» About this task
Every line below is to be set down again exactly; any image stays out.

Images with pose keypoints
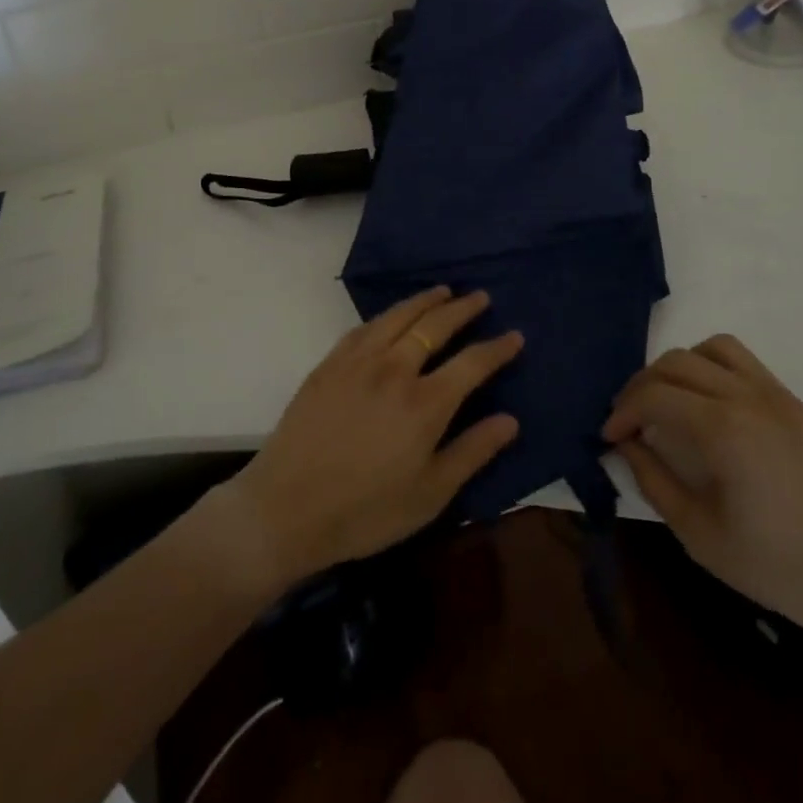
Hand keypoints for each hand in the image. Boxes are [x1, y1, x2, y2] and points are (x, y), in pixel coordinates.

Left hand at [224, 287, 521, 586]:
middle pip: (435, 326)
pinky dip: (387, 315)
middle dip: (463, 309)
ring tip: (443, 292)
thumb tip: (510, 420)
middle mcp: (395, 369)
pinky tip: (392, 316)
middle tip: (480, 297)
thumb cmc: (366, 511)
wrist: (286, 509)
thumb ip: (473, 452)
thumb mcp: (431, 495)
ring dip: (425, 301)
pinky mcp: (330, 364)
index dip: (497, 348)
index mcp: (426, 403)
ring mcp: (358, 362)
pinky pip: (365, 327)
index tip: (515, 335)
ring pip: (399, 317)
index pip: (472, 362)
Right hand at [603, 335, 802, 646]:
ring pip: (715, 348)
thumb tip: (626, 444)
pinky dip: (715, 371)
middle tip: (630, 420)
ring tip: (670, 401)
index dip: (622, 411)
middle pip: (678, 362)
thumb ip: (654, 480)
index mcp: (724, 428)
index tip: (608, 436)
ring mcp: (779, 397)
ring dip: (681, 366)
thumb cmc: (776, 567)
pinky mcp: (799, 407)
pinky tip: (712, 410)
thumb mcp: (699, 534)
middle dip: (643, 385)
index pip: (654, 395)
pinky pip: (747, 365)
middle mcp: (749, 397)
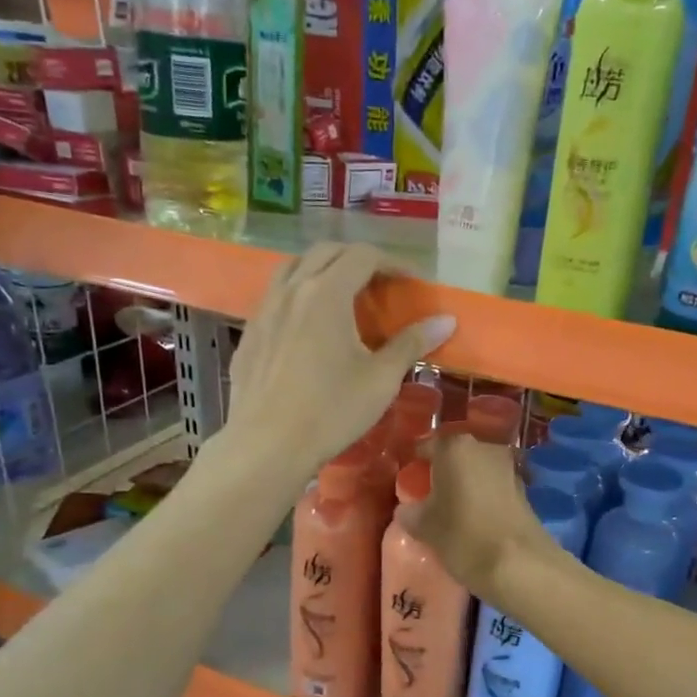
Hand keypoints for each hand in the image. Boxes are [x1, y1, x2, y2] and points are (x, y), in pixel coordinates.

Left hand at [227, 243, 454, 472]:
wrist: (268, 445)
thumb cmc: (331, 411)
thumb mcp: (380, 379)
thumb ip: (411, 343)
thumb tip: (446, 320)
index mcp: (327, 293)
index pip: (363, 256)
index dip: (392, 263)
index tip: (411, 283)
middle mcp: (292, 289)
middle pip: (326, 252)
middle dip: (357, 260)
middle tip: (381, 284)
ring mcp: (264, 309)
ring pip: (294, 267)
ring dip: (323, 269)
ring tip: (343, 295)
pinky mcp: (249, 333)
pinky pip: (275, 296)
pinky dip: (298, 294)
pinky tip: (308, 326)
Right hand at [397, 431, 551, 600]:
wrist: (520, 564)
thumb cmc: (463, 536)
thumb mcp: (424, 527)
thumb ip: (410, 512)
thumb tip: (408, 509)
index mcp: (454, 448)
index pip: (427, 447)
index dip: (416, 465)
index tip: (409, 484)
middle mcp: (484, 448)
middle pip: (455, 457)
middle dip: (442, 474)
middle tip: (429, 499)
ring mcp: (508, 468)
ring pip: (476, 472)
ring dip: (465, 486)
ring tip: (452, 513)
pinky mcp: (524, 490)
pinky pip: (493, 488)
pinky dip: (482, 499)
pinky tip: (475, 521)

» Exercise output
Hand keypoints for each hand in the image. Boxes are [x1, y1, x2, y2] and points are (x, y), in pixel coordinates.

Left hand at [224, 287, 521, 586]:
middle pip: (435, 326)
pinky dip: (387, 315)
middle dip: (463, 309)
ring tip: (443, 292)
thumb tip: (510, 420)
middle mcp: (395, 369)
pinky tip: (392, 316)
middle tip: (480, 297)
thumb cmc: (366, 511)
wrist: (286, 509)
thumb ip: (473, 452)
thumb mcp: (431, 495)
ring dip: (425, 301)
pinky mcp: (330, 364)
index dip: (497, 348)
index mcp: (426, 403)
ring mcp: (358, 362)
pinky pip: (365, 327)
index tip: (515, 335)
ring pip: (399, 317)
index pip: (472, 362)
Right hand at [603, 335, 802, 646]:
ring pip: (715, 348)
thumb tip: (626, 444)
pinky dip: (715, 371)
middle tip: (630, 420)
ring tip: (670, 401)
index dip: (622, 411)
middle pip: (678, 362)
thumb ip: (654, 480)
index mcp: (724, 428)
index tip: (608, 436)
ring mcp: (779, 397)
ring dip: (681, 366)
thumb cmc: (776, 567)
pinky mcp: (799, 407)
pinky tip: (712, 410)
thumb mcp: (699, 534)
middle dip: (643, 385)
index pip: (654, 395)
pinky pip: (747, 365)
middle mcp: (749, 397)
Hand keypoints for each hand in the image. Boxes are [x1, y1, x2, y2] and points are (x, y), in pixel coordinates.

Left hand at [227, 243, 454, 472]:
wrist: (268, 445)
thumb cmc: (331, 411)
thumb mcp: (380, 379)
thumb ip: (411, 343)
thumb tip: (446, 320)
index mcp: (327, 293)
index pip: (363, 256)
index dip: (392, 263)
index tip: (411, 283)
middle mcp: (292, 289)
middle pip: (326, 252)
middle dip: (357, 260)
middle tip: (381, 284)
ring mcp: (264, 309)
ring pip: (294, 267)
ring dip: (323, 269)
ring tip: (343, 295)
pinky mcp: (249, 333)
pinky pip: (275, 296)
pinky dip: (298, 294)
pinky tip: (308, 326)
Right hand at [397, 431, 551, 600]:
wrist: (520, 564)
thumb cmc: (463, 536)
thumb mcp: (424, 527)
thumb ip: (410, 512)
thumb tip: (408, 509)
index mcp: (454, 448)
index pip: (427, 447)
index dip: (416, 465)
index tip: (409, 484)
middle mcp: (484, 448)
middle pip: (455, 457)
middle dip: (442, 474)
middle tip: (429, 499)
ring mcp: (508, 468)
ring pip: (476, 472)
ring dip: (465, 486)
ring tip: (452, 513)
pinky mcp: (524, 490)
pinky pip: (493, 488)
pinky dip: (482, 499)
pinky tip: (475, 521)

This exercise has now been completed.